Birth to 3 Years
NJ Enterprise Analysis System for Early Learning (NJ-EASEL) is New Jersey’s Early Childhood Integrated Data System (ECIDS). NJ-EASEL is a cross-agency collaboration designed to collect and integrate early childhood data to measure the impact of early care and education programs on the children and families they serve.
NJ-EASEL was built as a result of Governor Christie’s Executive Order, No. 77, in 2011, which established the Early Learning Commission (ELC). The ELC consists of Commissioners (or their designees) from the following state departments: education, children and families, health and human services. The Chairperson of the New Jersey Council for Young Children (NJCYC) is also a member of the ELC.

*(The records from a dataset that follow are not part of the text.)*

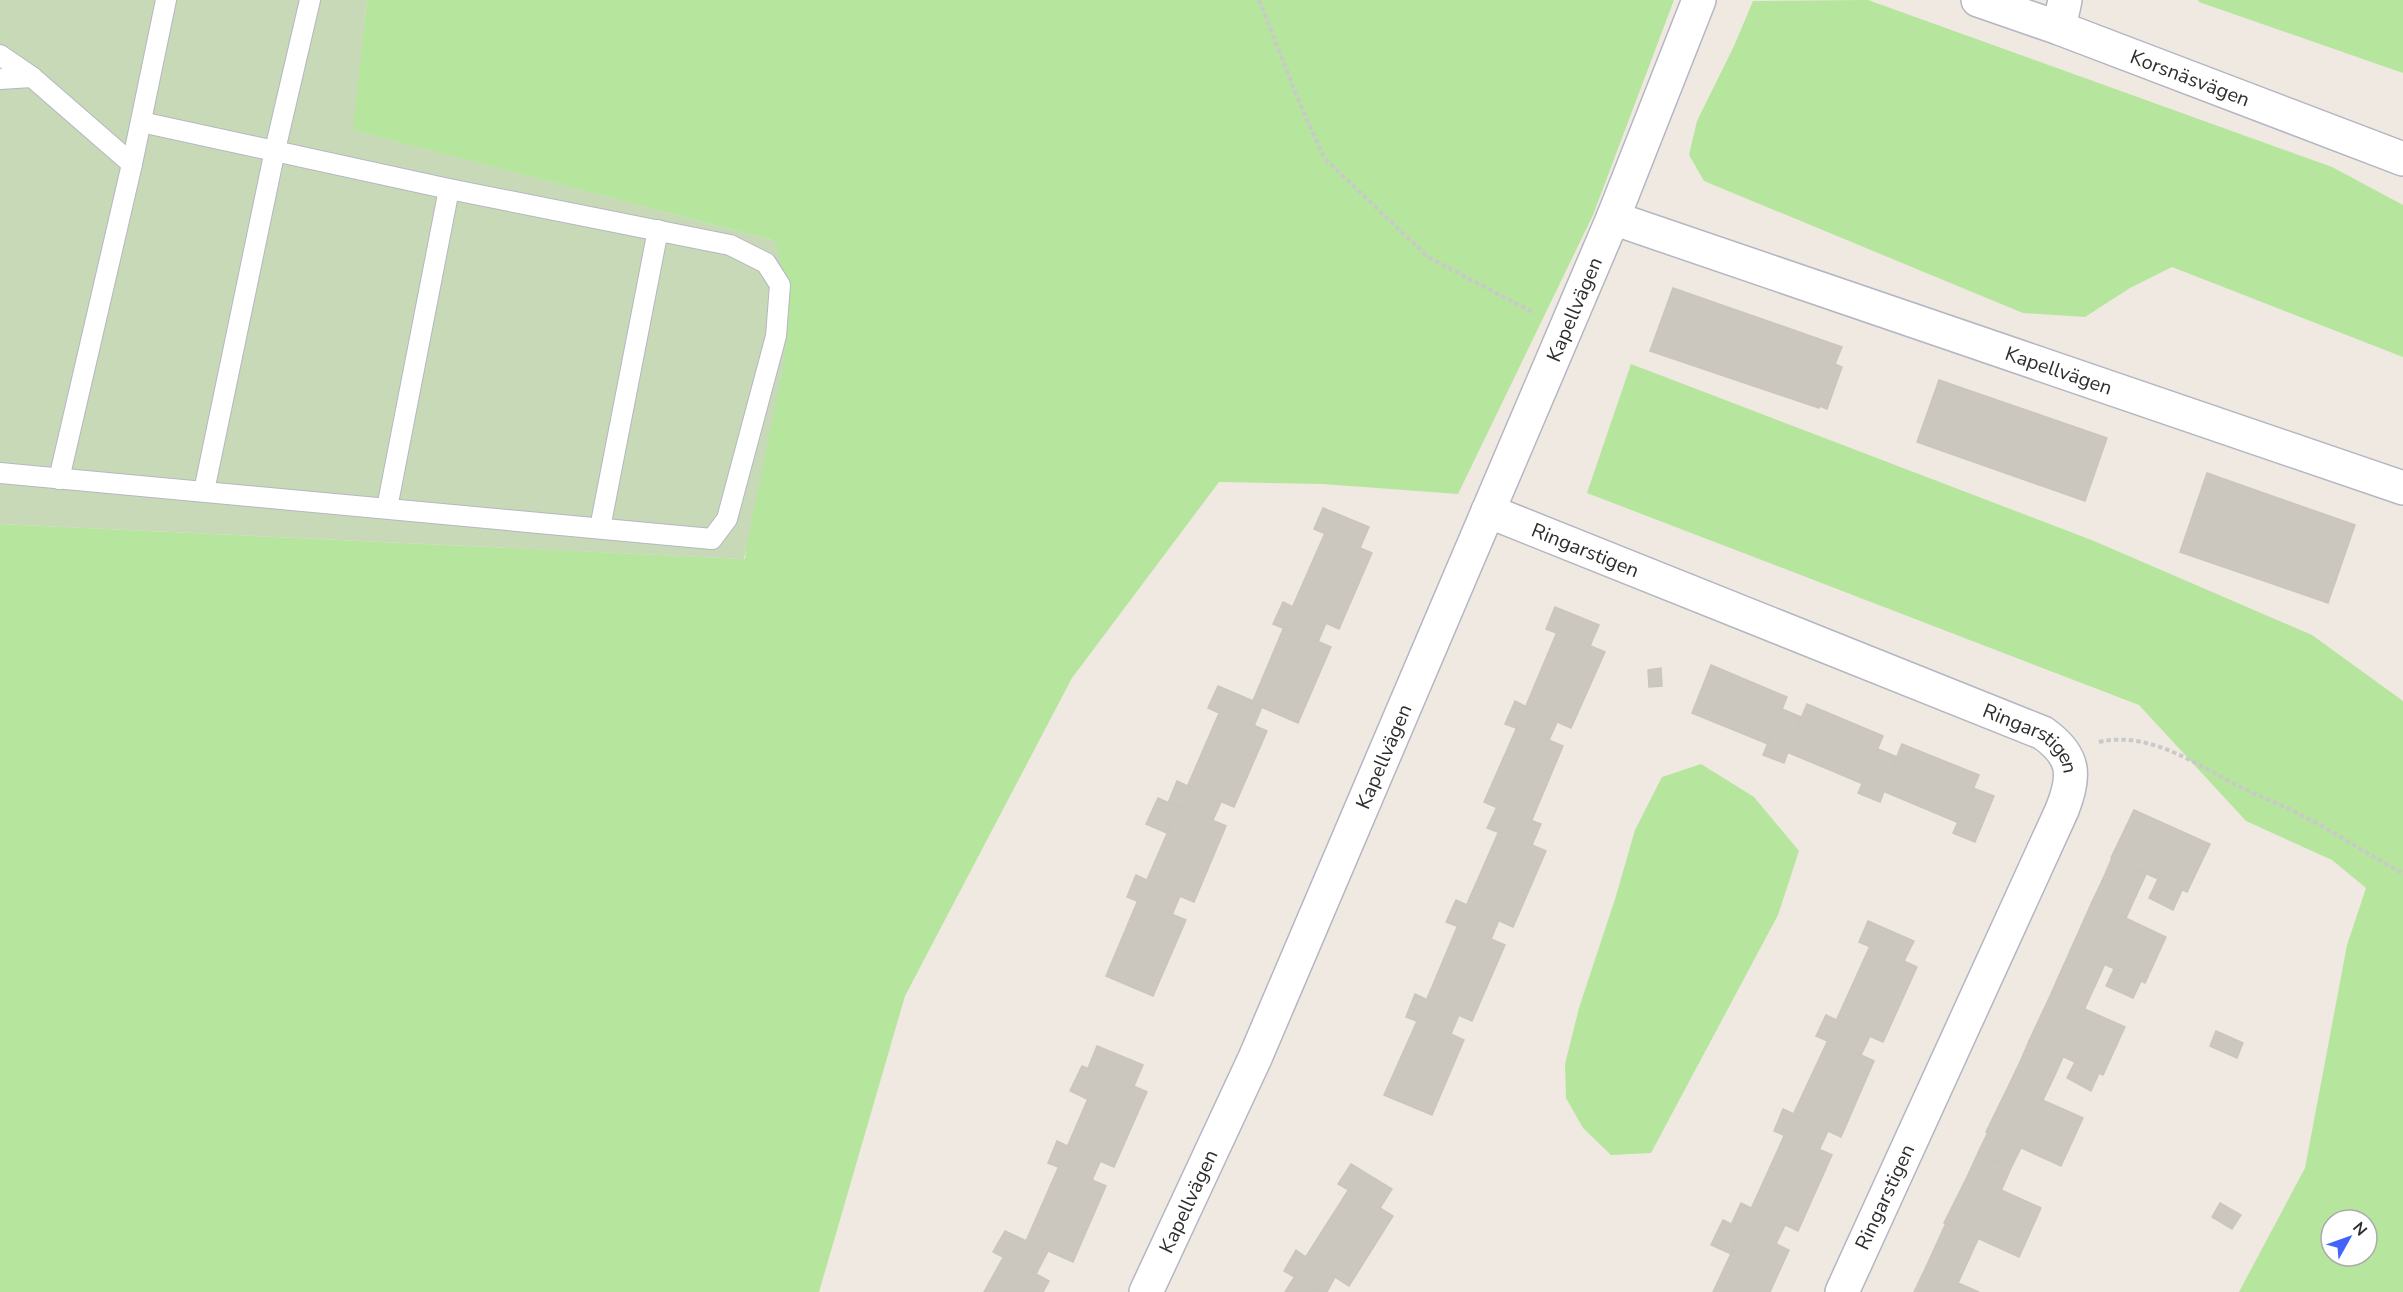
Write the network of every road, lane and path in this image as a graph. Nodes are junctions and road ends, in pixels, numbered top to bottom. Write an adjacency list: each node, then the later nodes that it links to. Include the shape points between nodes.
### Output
1 (166, 0): 10 (lane)
2 (310, 0): 11 (lane)
3 (1259, 0): 17 (path, via 1324,158 1428,257)
4 (1699, 0): 15 (street, Kapellvägen)
5 (1978, 0): 6 (street, Korsnäsvägen)
6 (2062, 14): 12 (street, Korsnäsvägen)
7 (0, 55): 8 (lane)
8 (32, 76): 9 (lane); 13 (lane)
9 (0, 79)
10 (141, 122): 11 (lane); 13 (lane)
11 (275, 150): 14 (lane); 21 (lane)
12 (2403, 159)
13 (132, 164): 19 (lane)
14 (449, 189): 16 (lane); 22 (lane)
15 (1613, 218): 17 (street, Kapellvägen); 20 (street, Kapellvägen)
16 (658, 230): 24 (lane); 24 (lane, via 730,245 766,263 780,285 776,336 727,519 712,538)
17 (1565, 329): 23 (street, Kapellvägen)
18 (0, 473): 19 (lane)
19 (59, 479): 21 (lane)
20 (2403, 488)
21 (204, 490): 22 (lane)
22 (387, 508): 24 (lane)
23 (1488, 511): 25 (street, Ringarstigen, via 2043,733); 27 (street, Kapellvägen, via 1255,1058)
24 (600, 528)
25 (2063, 750): 26 (path, via 2112,739 2153,744 2296,812); 28 (street, Ringarstigen, via 2068,759 2070,791)
26 (2403, 873)
27 (1146, 1292)
28 (1842, 1292)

The ELC is charged with recommending improvements to the quality of, and access to, early learning and development programs in New Jersey in the most cost-effective manner possible. The ELC works in coordination with administrators from the state departments and labor, known as the Interdepartmental Planning Group (IPG), along with stakeholders across disciplines of education, health, labor, human services, children and families and Head Start, which make up the Governor-appointed early childhood advisory council, NJCYC.
The ELC serves as the authority for escalation of issues providing vision and direction to the IPG. The IPG is responsible for high-level NJ-EASEL decision making, provides vision and direction for the NJ-EASEL Steering Committee, sets priorities, and makes decisions necessary for NJ-EASEL project alignment across Departments. Most importantly, the IPG represents the NJ-EASEL User Group.
The NJCYC members through its Data Committee, developed NJ-EASEL Questions and Objectives related to student outcomes and program efficacy. These questions and objectives were the catalyst for the development of NJ-EASEL. The purpose of NJ-EASEL is to provide an understanding of the collective impact of multiple programs to enable program administrators to make informed business, fiscal, and policy decisions to provide better program delivery, and access to, early care and education for children. To accomplish this, the system must ultimately integrate 15 data systems. By sharing data across the multiple agencies, New Jersey gains greater capacity to address the NJ-EASEL Questions and Objectives, which are continually referenced to ensure the project stays within scope.